Lo ha affermato il presidente di Telecom Italia, Franco Bernabè, nel corso dell’audizione al Senato in cui ha illustrato il progetto di scorporo della rete: “Le condizioni per un aumento di capitale però ci sono: siamo in un momento di grande liquidità sui mercati” – Il titolo cade in Borsa: -2% in apertura.

Telecom Italia, Bernabè riferisce al Senato: “Rischio downgrading senza aumento capitale”
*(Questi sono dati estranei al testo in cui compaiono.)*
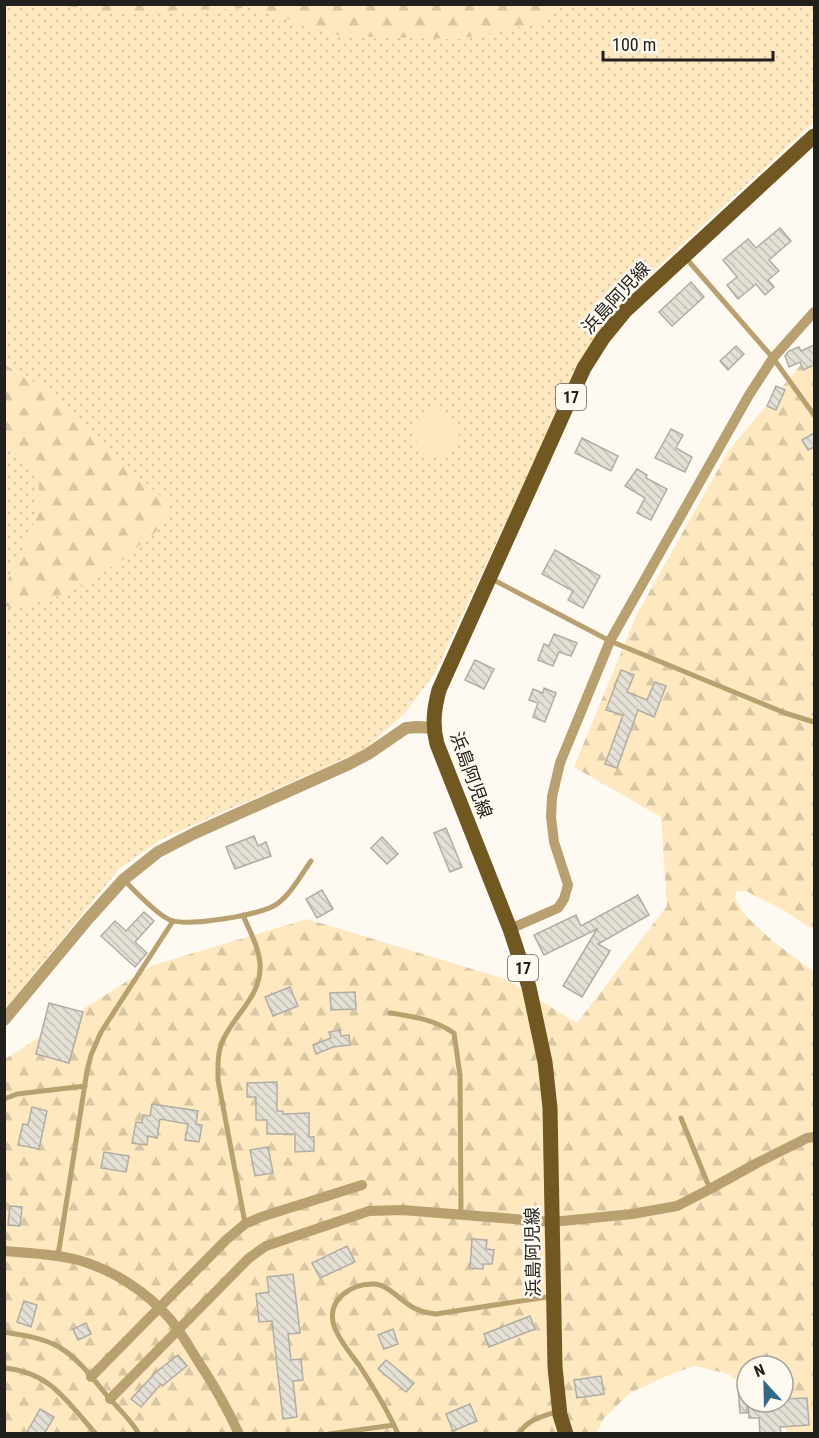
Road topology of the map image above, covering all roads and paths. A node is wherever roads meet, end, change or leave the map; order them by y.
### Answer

“In queste condizioni, ovvero senza la vendita delle partecipazioni estere o senza un aumento di capitale, esiste un concreto rischio di downgrade del debito di Telecom Italia, con inevitabili riflessi negativi sulla capacità di investimento nel medio termine”. Lo ha affermato il presidente di Telecom Italia, Franco Bernabè, nel corso dell’audizione al Senato in cui ha illustrato il progetto di scorporo della rete che “richiede tempi molto lunghi”, ma che è essenziale dopo l’operazione Telefonica anche se a questo punto non così facile e scontato. 

Bernabè ha anche detto di aver saputo dell’accordo con Telefonica tramite gli organi di informazione: “Abbiamo avuto conoscenza dalla lettura dei comunicati stampa della recente modifica dell’accordo parasociale tra gli azionisti di Telco”. Riguardo all’ipotesi di aumento di capitale, il numero uno dell’azienda di tlc ha detto che “ci sono le condizioni per farlo, ritengo che ci siano. C’è un momento di straordinaria liquidità sul mercato”. Bernabè ha comunque sottolineato che la compagnia è stata descritta talvolta “come un’azienda in crisi, operante in un settore problematico, impossibilitata ad assumere qualsiasi iniziativa di crescita, lasciando intravedere la necessità di percorsi di salvataggio. Affermazioni di questo genere – ha però sottolineato – sono assolutamente fuorvianti e non rispondenti alla realta”.

Intanto però Telecom Italia è in calo a Piazza Affari: alla luce del riassetto annunciato ieri in Telco e delle parole di Bernabè di stamattina, il titolo, dopo aver aperto in calo di oltre il 2%, segna un ribasso dell’1,8% attestandosi a 0,58 euro dopo le 9,30.